Beyond Sunday Smiles: When Faith Performance Kills Faith

Jul 28, 2025

I lied in church last Sunday.

Not intentionally, mind you. But when Sister Janet asked how I was doing in that sweet, caring way she has, I automatically responded, "Blessed and grateful!" while inside I was wrestling with doubt, exhaustion, and honestly wondering if God was even listening to my prayers anymore.

Sound familiar?

I've been doing this faith thing for years now, both as someone sitting in the pews and someone counseling others who do the same Sunday shuffle. And I've got to tell you something that might make you uncomfortable: we're killing each other with kindness and fake smiles.

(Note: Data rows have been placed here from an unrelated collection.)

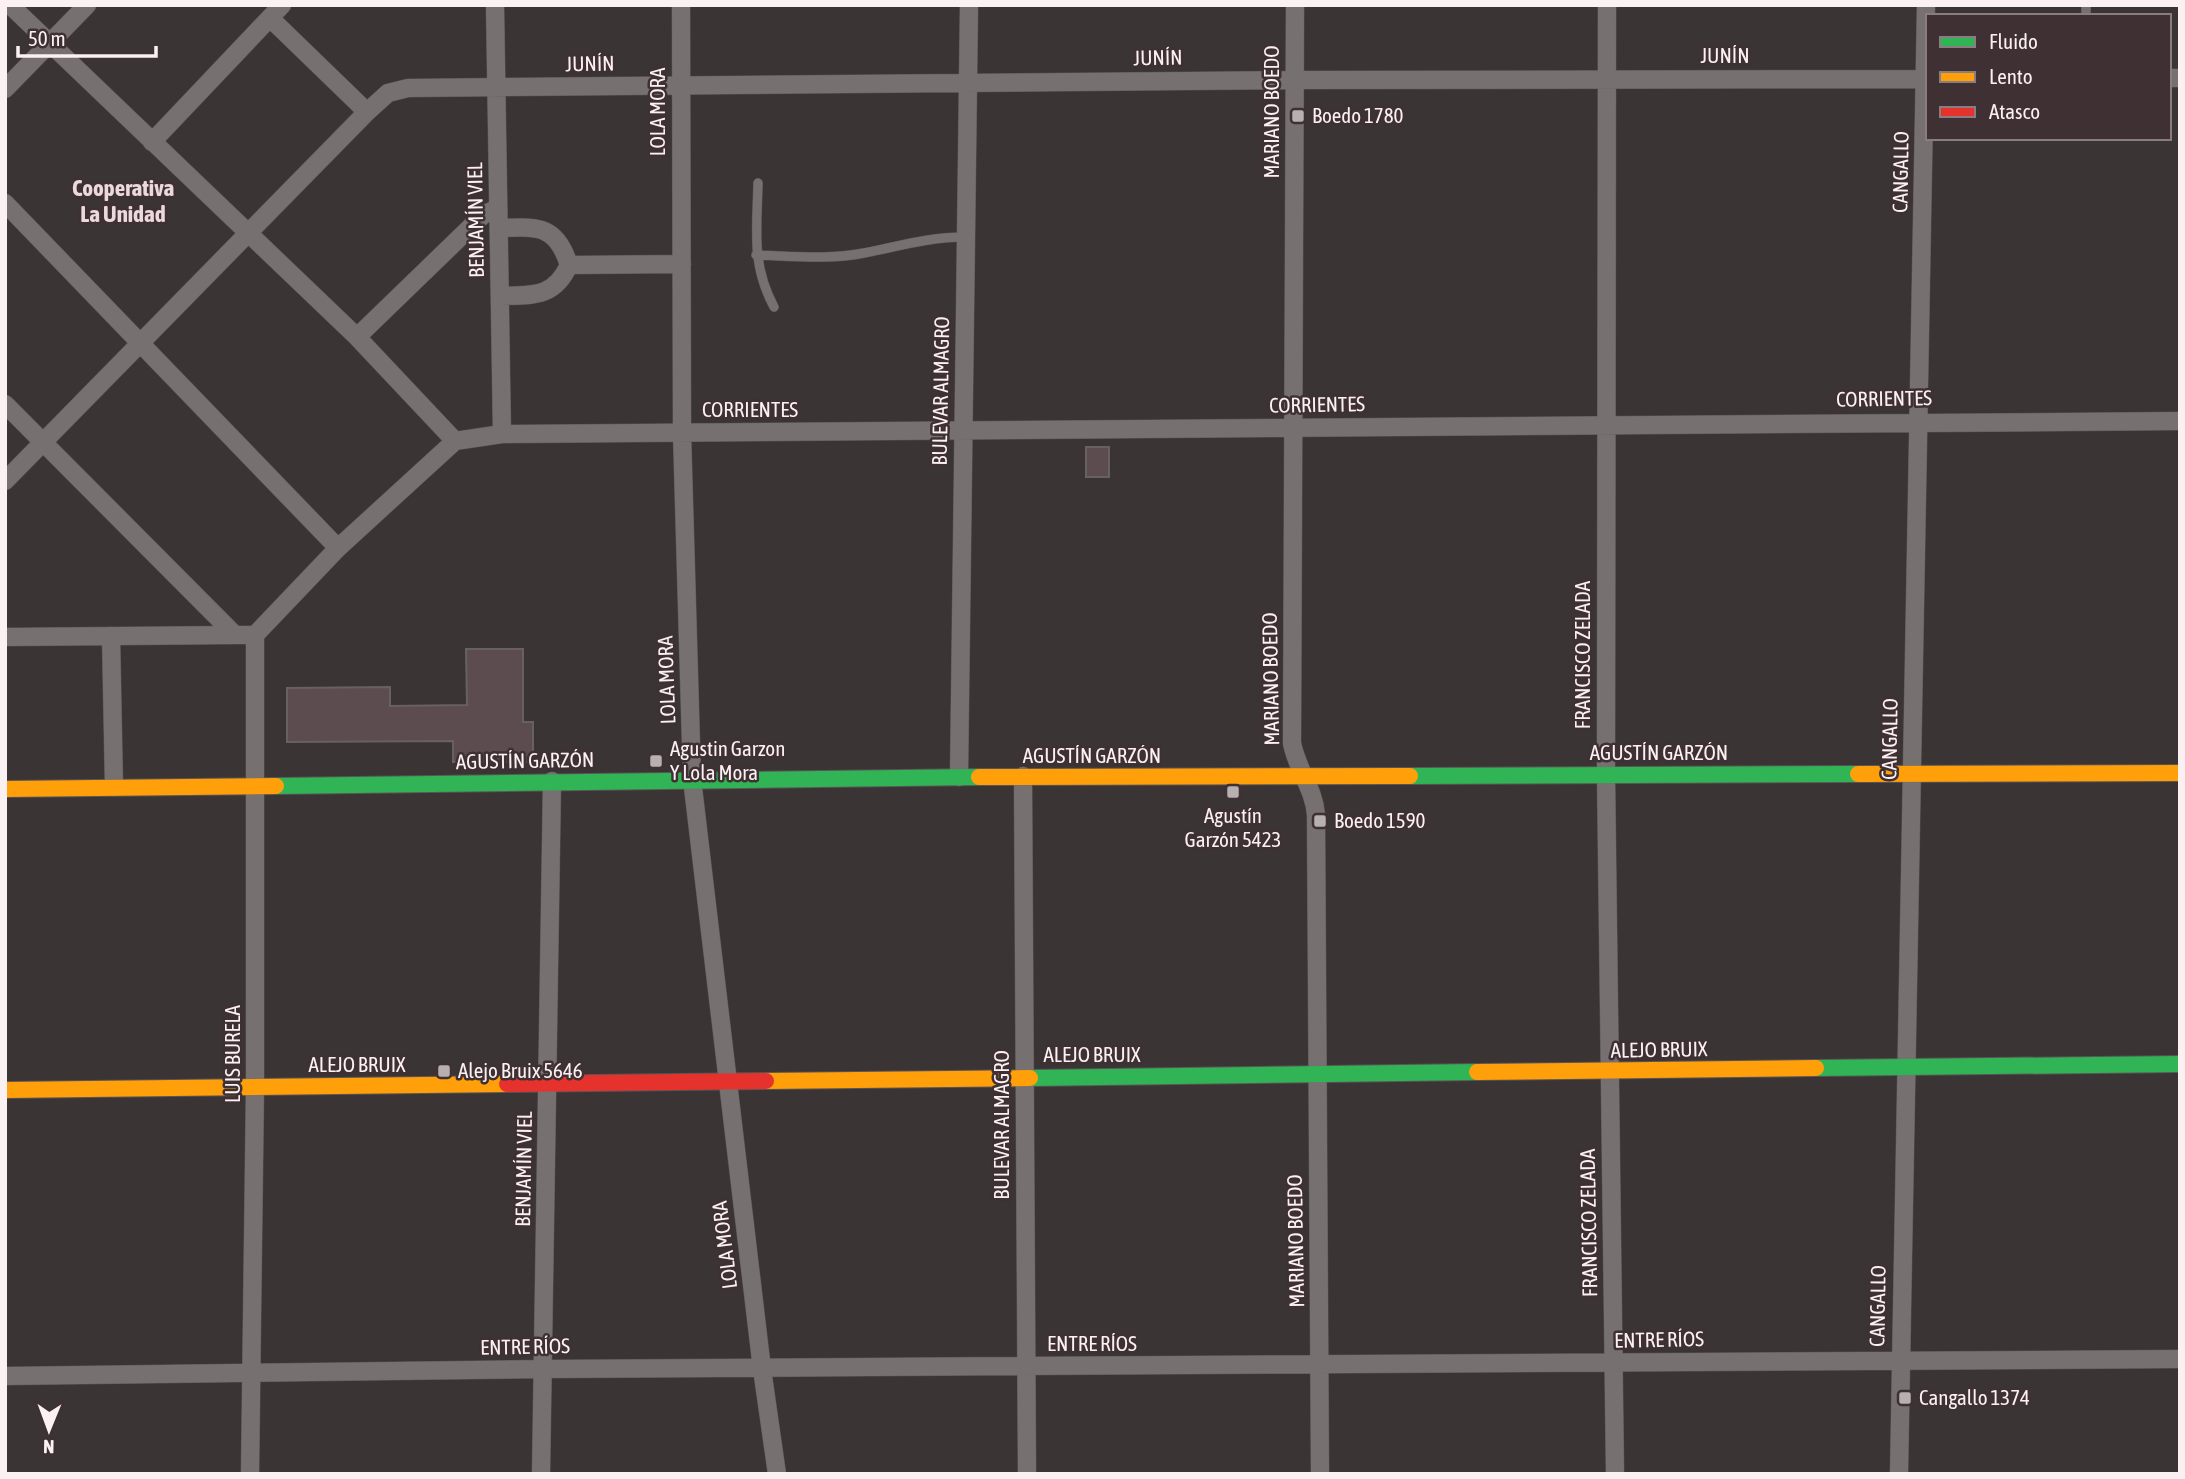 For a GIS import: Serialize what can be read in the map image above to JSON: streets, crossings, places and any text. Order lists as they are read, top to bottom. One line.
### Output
{"streets":{"street":["JUNÍN","LOLA MORA","MARIANO BOEDO","CANGALLO","BENJAMÍN VIEL","BULEVAR ALMAGRO","CORRIENTES","FRANCISCO ZELADA","AGUSTÍN GARZÓN","ALEJO BRUIX","LUIS BURELA","ENTRE RÍOS"]},"crossings":[["JUNÍN","LOLA MORA"],["JUNÍN","MARIANO BOEDO"],["JUNÍN","BENJAMÍN VIEL"],["JUNÍN","BULEVAR ALMAGRO"],["JUNÍN","FRANCISCO ZELADA"],["LOLA MORA","CORRIENTES"],["LOLA MORA","AGUSTÍN GARZÓN"],["LOLA MORA","ALEJO BRUIX"],["LOLA MORA","ENTRE RÍOS"],["MARIANO BOEDO","CORRIENTES"],["MARIANO BOEDO","AGUSTÍN GARZÓN"],["MARIANO BOEDO","ALEJO BRUIX"],["MARIANO BOEDO","ENTRE RÍOS"],["CANGALLO","CORRIENTES"],["CANGALLO","AGUSTÍN GARZÓN"],["CANGALLO","ALEJO BRUIX"],["CANGALLO","ENTRE RÍOS"],["BENJAMÍN VIEL","CORRIENTES"],["BENJAMÍN VIEL","AGUSTÍN GARZÓN"],["BENJAMÍN VIEL","ALEJO BRUIX"],["BENJAMÍN VIEL","ENTRE RÍOS"],["BULEVAR ALMAGRO","CORRIENTES"],["BULEVAR ALMAGRO","AGUSTÍN GARZÓN"],["BULEVAR ALMAGRO","ALEJO BRUIX"],["BULEVAR ALMAGRO","ENTRE RÍOS"],["CORRIENTES","FRANCISCO ZELADA"],["FRANCISCO ZELADA","AGUSTÍN GARZÓN"],["FRANCISCO ZELADA","ALEJO BRUIX"],["FRANCISCO ZELADA","ENTRE RÍOS"],["AGUSTÍN GARZÓN","LUIS BURELA"],["ALEJO BRUIX","LUIS BURELA"],["LUIS BURELA","ENTRE RÍOS"]],"districts":["Cooperativa La Unidad"],"places":{"transit":["Boedo 1780","Agustin Garzon Y Lola Mora","Agustín Garzón 5423","Boedo 1590","Alejo Bruix 5646","Cangallo 1374"]},"legend":["Fluido","Lento","Atasco"],"scale_bar":"50 m","north":"bottom"} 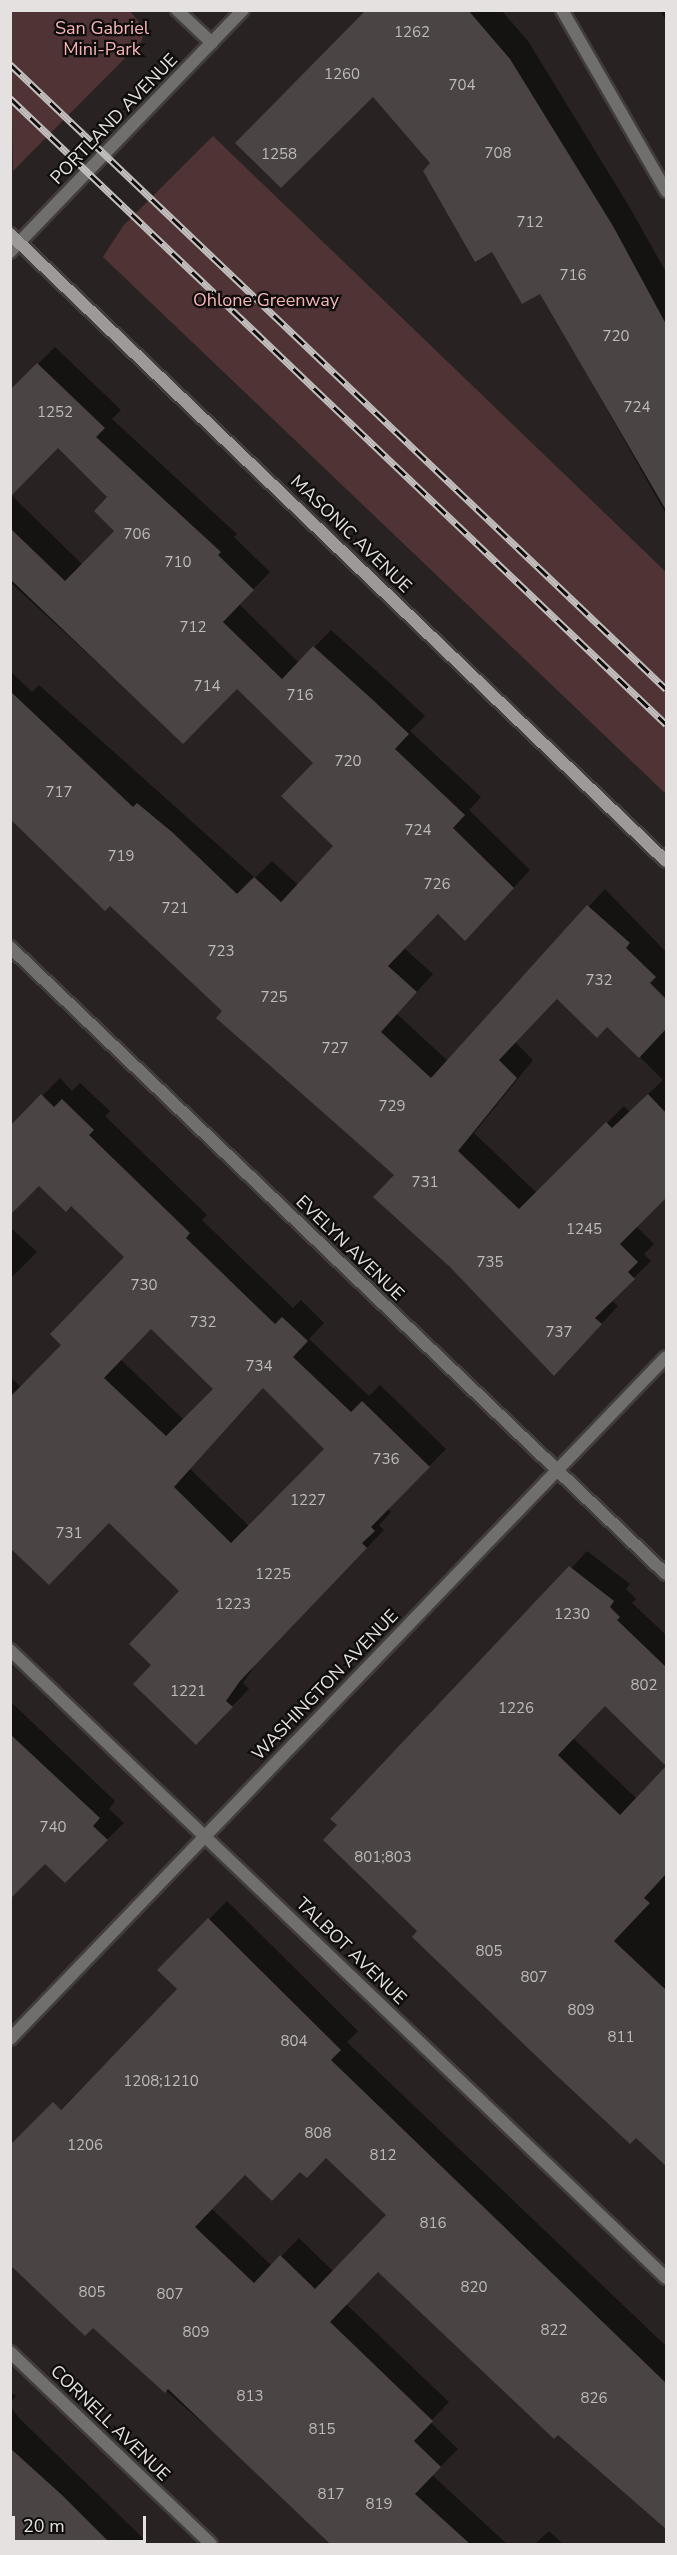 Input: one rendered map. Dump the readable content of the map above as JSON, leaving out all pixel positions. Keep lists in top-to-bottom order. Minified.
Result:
{"streets":{"street":["PORTLAND AVENUE","MASONIC AVENUE","EVELYN AVENUE","WASHINGTON AVENUE","TALBOT AVENUE","CORNELL AVENUE"]},"crossings":[["PORTLAND AVENUE","MASONIC AVENUE"],["EVELYN AVENUE","WASHINGTON AVENUE"],["WASHINGTON AVENUE","TALBOT AVENUE"]],"parks":["San Gabriel Mini-Park","Ohlone Greenway"],"house_numbers":["1262","1260","704","708","1258","712","716","720","724","1252","706","710","712","714","716","720","717","724","719","726","721","723","732","725","727","729","731","1245","735","730","732","737","734","736","1227","731","1225","1223","1230","802","1221","1226","740","801;803","805","807","809","811","804","1208;1210","808","1206","812","816","820","805","807","822","809","813","826","815","817","819"],"scale_bar":"20 m"} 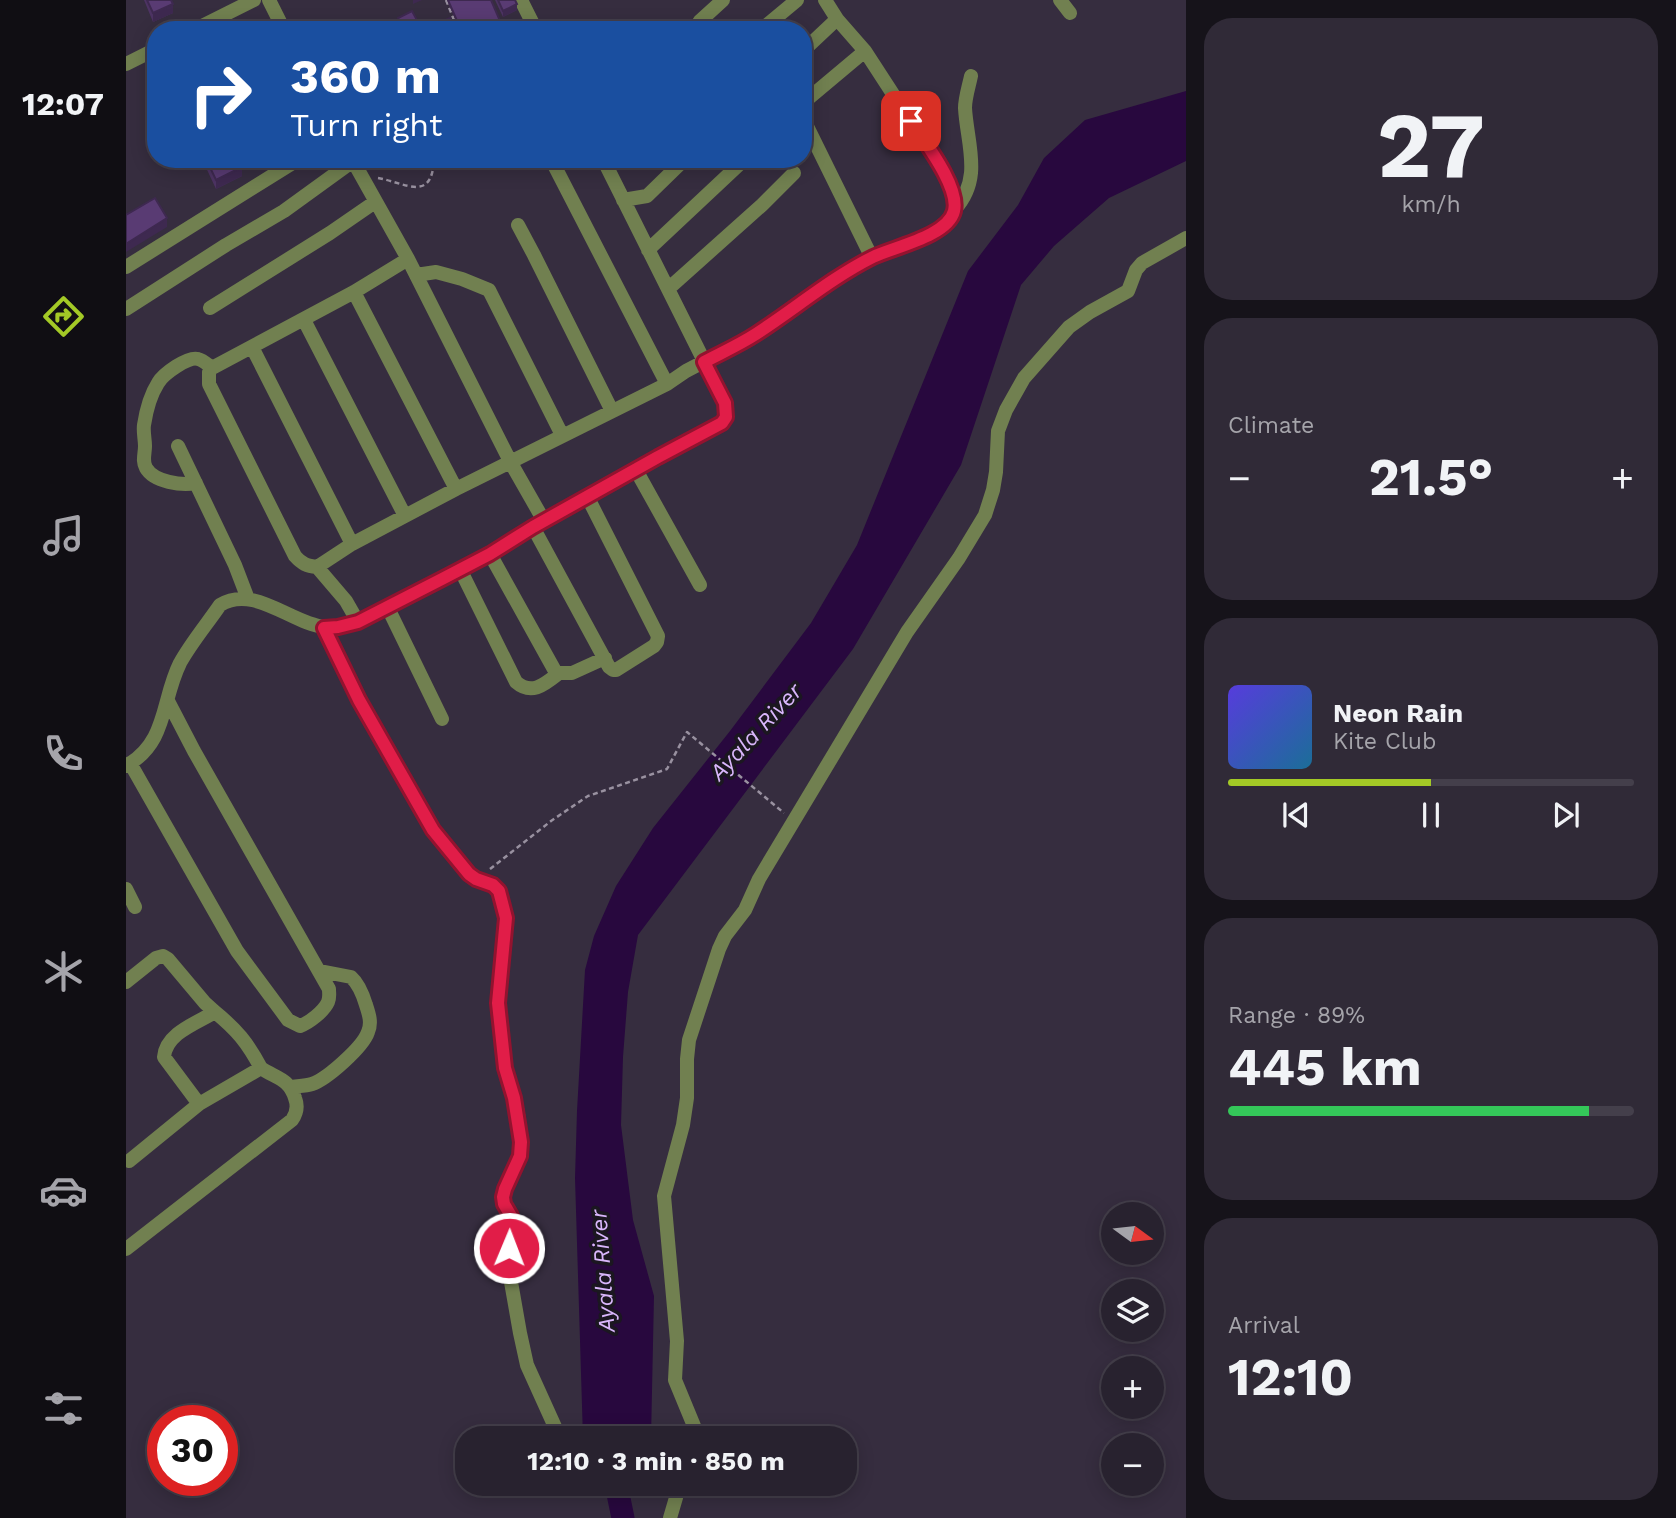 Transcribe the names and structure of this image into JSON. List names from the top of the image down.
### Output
{
  "water": ["Ayala River"],
  "north": "right",
  "page": {
    "tabs": "12:07",
    "tile": [
      ["27", "km/h"],
      "Climate",
      ["Range · 89%", "445 km"],
      ["Arrival", "12:10"]
    ],
    "turn": ["360 m", "Turn right"],
    "heat": ["−", "21.5°", "+"],
    "song": ["Neon Rain", "Kite Club"],
    "map_buttons": ["+", "−"],
    "limit": "30",
    "trip": "12:10 · 3 min · 850 m"
  }
}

The Sunday Morning Masquerade

Let me paint you a picture from my own life. Three weeks ago, I was going through one of those seasons where prayer felt like talking to the ceiling, my writing was hitting a wall and I just couldn't concentrate, and I was questioning whether I was even cut out for ministry. But come Sunday morning, there I was in the lobby, shaking hands and asking everyone how they were doing.

"Great! God is so good!" "Blessed beyond measure!" "Living the dream!"

Meanwhile, I knew for a fact that at least three of those people were dealing with serious stuff. Sarah's husband had just been diagnosed with early-onset dementia. Mike's business was three months behind on rent. Lisa's daughter's grades were starting to slip, and Lisa didn't know what to do.

But we all played the game. We all performed.

And here's what really gets me: I'm a counselor. I spend my week listening to people pour out their real stories, their actual pain, their honest struggles with God. Then Sunday comes, and we all pretend like none of that exists the moment we walk through those church doors.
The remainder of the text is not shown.